Ao mesmo tempo, podemos fazer uma lista de outros eventos, sem entrar em muitos detalhes, começando pelo fato de que Kissinger orquestrou o golpe de Estado no Chile em 1973. Deu total respaldo à ditadura militar da Indonésia, incluindo a execução do Genocídio Timorense iniciado em 1975. Apoiou o Paquistão na repressão aos independentistas bengalis, que resultou no Genocídio de Bangladesh, evento tão traumático que motivou o primeiro grande concerto beneficente da História, organizado por George Harrison.

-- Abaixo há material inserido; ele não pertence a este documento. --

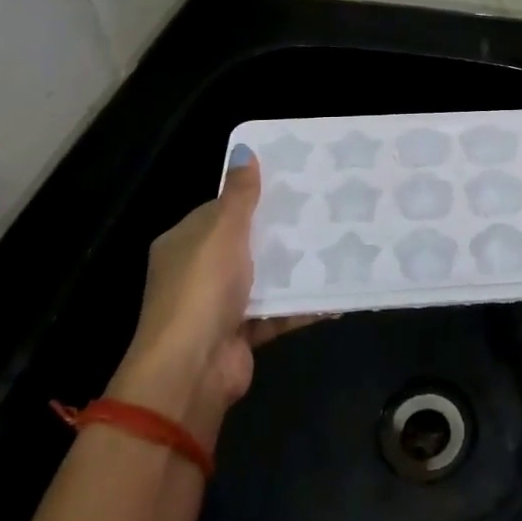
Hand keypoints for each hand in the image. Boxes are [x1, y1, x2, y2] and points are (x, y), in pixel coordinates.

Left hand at [107, 146, 312, 439]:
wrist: (191, 370)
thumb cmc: (202, 289)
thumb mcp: (222, 231)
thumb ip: (239, 195)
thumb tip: (244, 150)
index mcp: (184, 243)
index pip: (219, 211)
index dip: (251, 197)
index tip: (291, 184)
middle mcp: (198, 273)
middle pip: (245, 244)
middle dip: (280, 232)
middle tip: (324, 211)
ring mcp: (220, 306)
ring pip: (264, 279)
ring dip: (295, 268)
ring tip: (337, 246)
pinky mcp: (242, 334)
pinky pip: (278, 312)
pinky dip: (303, 305)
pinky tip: (336, 294)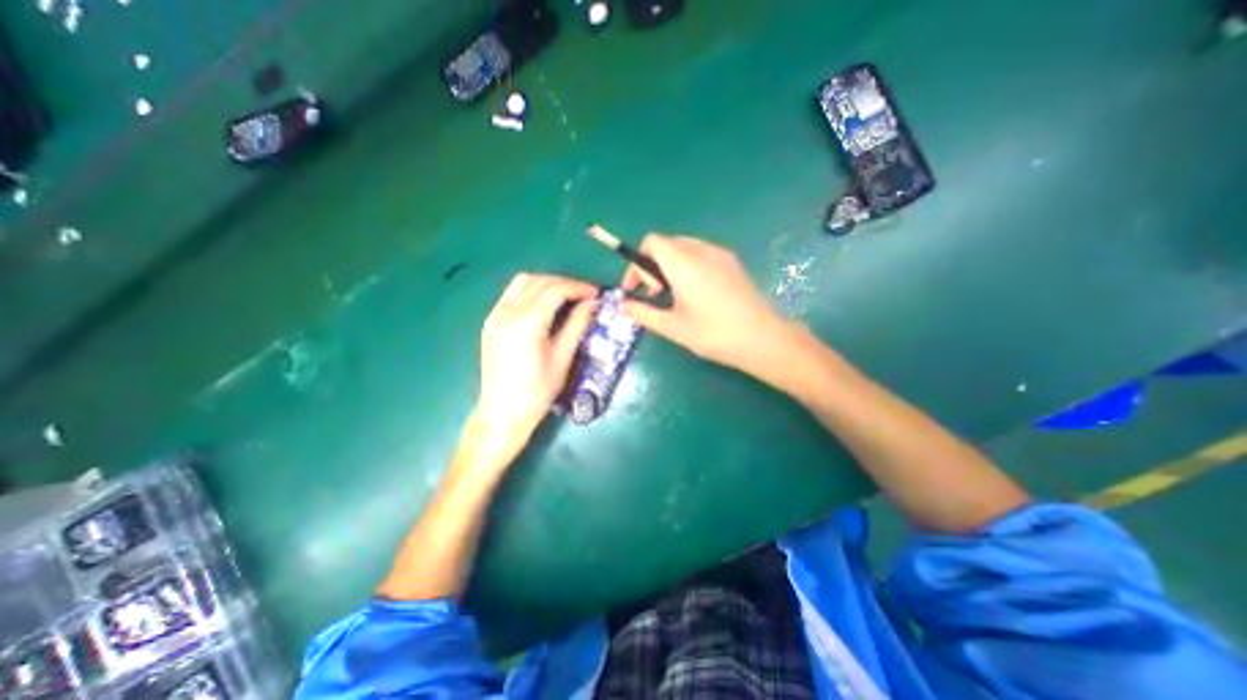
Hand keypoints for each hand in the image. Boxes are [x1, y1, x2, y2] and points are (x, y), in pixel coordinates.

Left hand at [474, 269, 597, 451]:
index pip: (556, 290)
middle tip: (586, 296)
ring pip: (523, 282)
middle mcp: (507, 311)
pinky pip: (512, 293)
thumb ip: (577, 326)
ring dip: (548, 283)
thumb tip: (592, 304)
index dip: (579, 288)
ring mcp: (495, 315)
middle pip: (540, 282)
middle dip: (566, 283)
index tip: (596, 294)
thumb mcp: (562, 359)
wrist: (502, 413)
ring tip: (567, 296)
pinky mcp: (490, 322)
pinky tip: (544, 304)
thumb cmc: (537, 391)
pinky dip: (531, 290)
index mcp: (527, 322)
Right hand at [617, 233, 803, 376]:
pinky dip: (687, 266)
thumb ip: (643, 313)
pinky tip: (695, 293)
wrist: (762, 338)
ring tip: (673, 296)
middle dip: (652, 266)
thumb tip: (622, 305)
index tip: (636, 289)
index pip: (651, 242)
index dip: (637, 263)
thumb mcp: (672, 327)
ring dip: (669, 266)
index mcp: (683, 263)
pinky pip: (701, 254)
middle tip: (654, 295)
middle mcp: (701, 250)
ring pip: (684, 248)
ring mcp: (720, 254)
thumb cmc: (713, 334)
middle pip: (666, 244)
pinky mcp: (732, 262)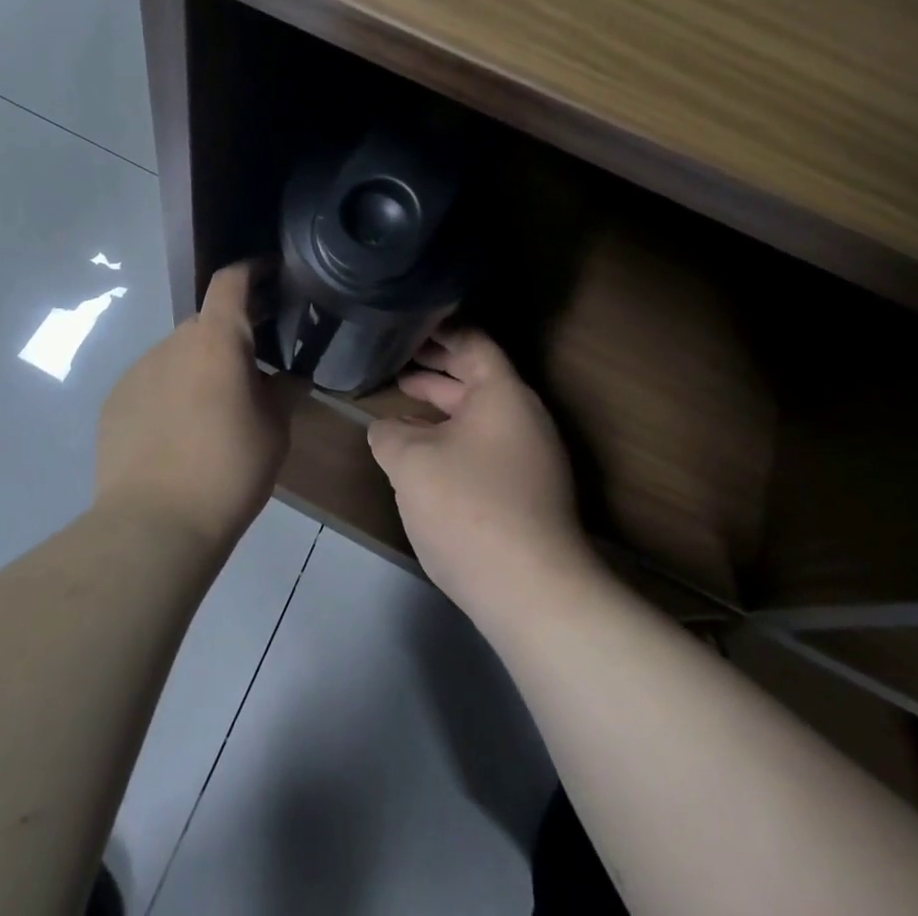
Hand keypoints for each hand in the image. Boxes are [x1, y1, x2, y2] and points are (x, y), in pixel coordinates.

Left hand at [95, 262, 291, 552]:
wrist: (154, 524)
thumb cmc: (228, 471)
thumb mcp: (274, 432)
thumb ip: (283, 392)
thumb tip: (288, 377)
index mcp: (216, 340)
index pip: (231, 281)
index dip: (251, 269)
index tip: (269, 272)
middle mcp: (173, 343)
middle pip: (205, 324)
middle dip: (228, 338)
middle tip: (249, 370)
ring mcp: (137, 370)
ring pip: (176, 355)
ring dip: (196, 368)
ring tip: (210, 412)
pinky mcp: (114, 401)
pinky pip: (150, 383)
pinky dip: (168, 393)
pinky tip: (175, 434)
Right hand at [369, 329, 593, 628]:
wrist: (532, 592)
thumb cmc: (468, 507)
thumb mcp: (411, 461)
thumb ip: (389, 433)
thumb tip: (385, 429)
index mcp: (502, 393)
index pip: (472, 342)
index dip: (439, 330)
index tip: (407, 324)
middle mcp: (523, 416)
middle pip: (477, 377)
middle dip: (435, 368)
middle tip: (395, 360)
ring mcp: (530, 456)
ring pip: (479, 414)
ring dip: (441, 406)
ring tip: (401, 403)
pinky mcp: (527, 491)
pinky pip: (485, 445)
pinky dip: (452, 437)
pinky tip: (423, 455)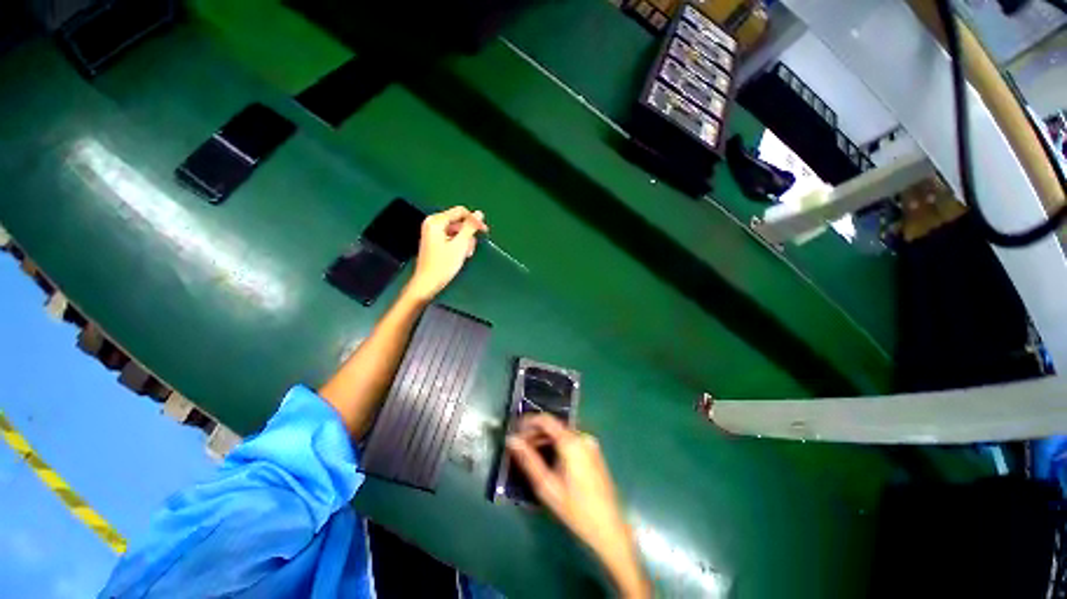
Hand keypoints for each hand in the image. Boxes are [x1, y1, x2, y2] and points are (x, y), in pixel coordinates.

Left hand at [405, 206, 487, 301]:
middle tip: (471, 248)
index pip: (460, 212)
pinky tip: (460, 255)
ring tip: (465, 254)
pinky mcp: (434, 241)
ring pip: (456, 230)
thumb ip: (470, 227)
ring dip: (464, 241)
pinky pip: (451, 237)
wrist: (428, 282)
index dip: (474, 220)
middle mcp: (432, 223)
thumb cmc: (443, 265)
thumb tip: (479, 213)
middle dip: (467, 234)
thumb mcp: (460, 245)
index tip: (484, 231)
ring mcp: (432, 232)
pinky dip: (458, 244)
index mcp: (436, 221)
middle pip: (458, 221)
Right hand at [507, 415, 650, 597]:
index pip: (546, 419)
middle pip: (554, 426)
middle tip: (519, 447)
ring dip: (545, 440)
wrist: (609, 528)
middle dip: (534, 433)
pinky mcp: (594, 453)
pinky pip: (571, 441)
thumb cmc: (576, 509)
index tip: (514, 431)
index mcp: (572, 442)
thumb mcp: (547, 486)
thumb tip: (511, 440)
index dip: (527, 422)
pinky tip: (548, 460)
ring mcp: (590, 444)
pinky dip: (557, 445)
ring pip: (562, 434)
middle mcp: (582, 437)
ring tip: (530, 455)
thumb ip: (528, 460)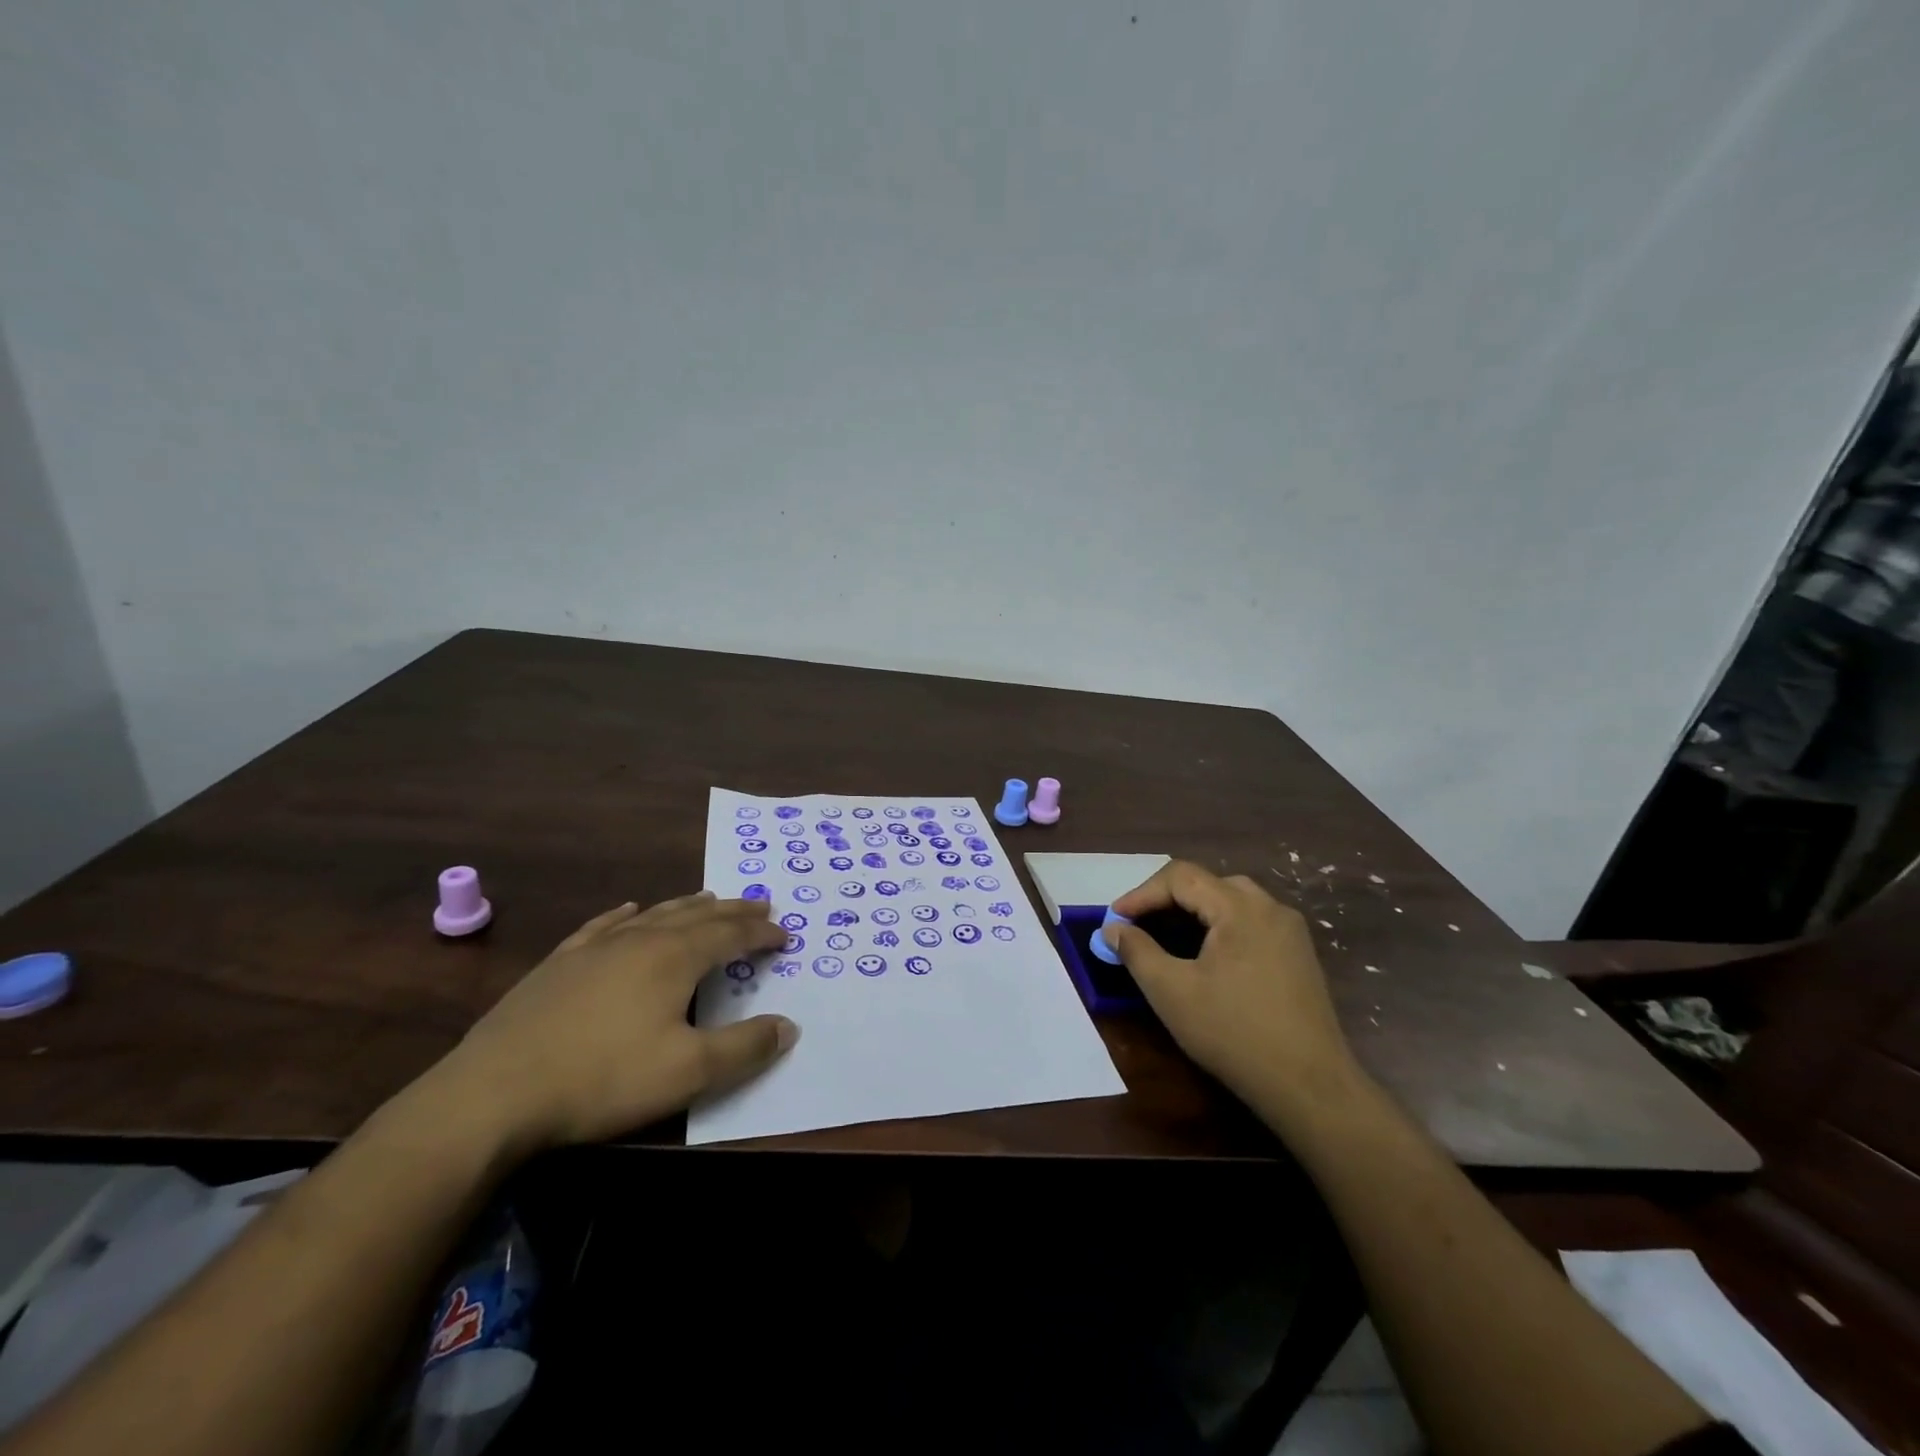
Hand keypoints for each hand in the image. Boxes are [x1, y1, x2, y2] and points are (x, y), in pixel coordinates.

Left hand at [431, 893, 795, 1152]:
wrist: (493, 1093)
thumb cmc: (602, 1080)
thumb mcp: (687, 1072)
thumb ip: (744, 1048)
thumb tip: (789, 1026)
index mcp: (674, 958)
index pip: (731, 935)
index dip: (761, 933)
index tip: (785, 934)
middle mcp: (640, 939)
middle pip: (698, 915)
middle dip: (733, 910)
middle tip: (760, 903)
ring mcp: (595, 948)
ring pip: (654, 914)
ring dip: (689, 905)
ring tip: (709, 898)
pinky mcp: (559, 963)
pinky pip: (604, 925)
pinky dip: (627, 914)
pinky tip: (630, 909)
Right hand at [1107, 862, 1362, 1125]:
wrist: (1310, 1087)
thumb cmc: (1234, 1033)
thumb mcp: (1172, 992)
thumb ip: (1137, 952)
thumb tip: (1113, 929)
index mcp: (1240, 908)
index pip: (1181, 877)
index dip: (1141, 894)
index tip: (1114, 920)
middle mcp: (1269, 907)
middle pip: (1207, 883)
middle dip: (1165, 899)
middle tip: (1137, 926)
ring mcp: (1290, 930)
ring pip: (1231, 900)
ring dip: (1193, 911)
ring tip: (1166, 937)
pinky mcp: (1299, 954)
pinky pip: (1251, 922)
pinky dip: (1219, 926)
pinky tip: (1206, 956)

Kissinger orientou o apoio a diversos governos autoritários e corruptos pelo mundo, como o de Mobutu no Zaire, atual República Democrática do Congo. Apoiou a invasão turca do Chipre em 1974, estourando uma crise dentro da aliança da OTAN e originando um conflito congelado que dura até hoje, tudo em nome da manutenção da primazia dos EUA. Suas ações deliberadamente prolongaram a Guerra do Vietnã e sua política levou a guerra aos vizinhos Laos e Camboja, os dois países mais bombardeados da História.
O falecido chef e escritor Anthony Bourdain escreveu em 2001: “Depois de visitar o Camboja, você nunca mais vai parar de querer espancar Henry Kissinger até a morte com as próprias mãos. Você nunca mais será capaz de abrir um jornal e ler sobre aquele canalha traiçoeiro, prevaricador e assassino, sentado para uma conversa agradável com Charlie Rose ou participando de algum evento black-tie para uma nova revista, sem engasgar. Testemunhe o que Henry fez no Camboja – os frutos do seu gênio como estadista – e nunca compreenderá porque é que ele não está sentado no banco dos réus em Haia, ao lado de Milošević".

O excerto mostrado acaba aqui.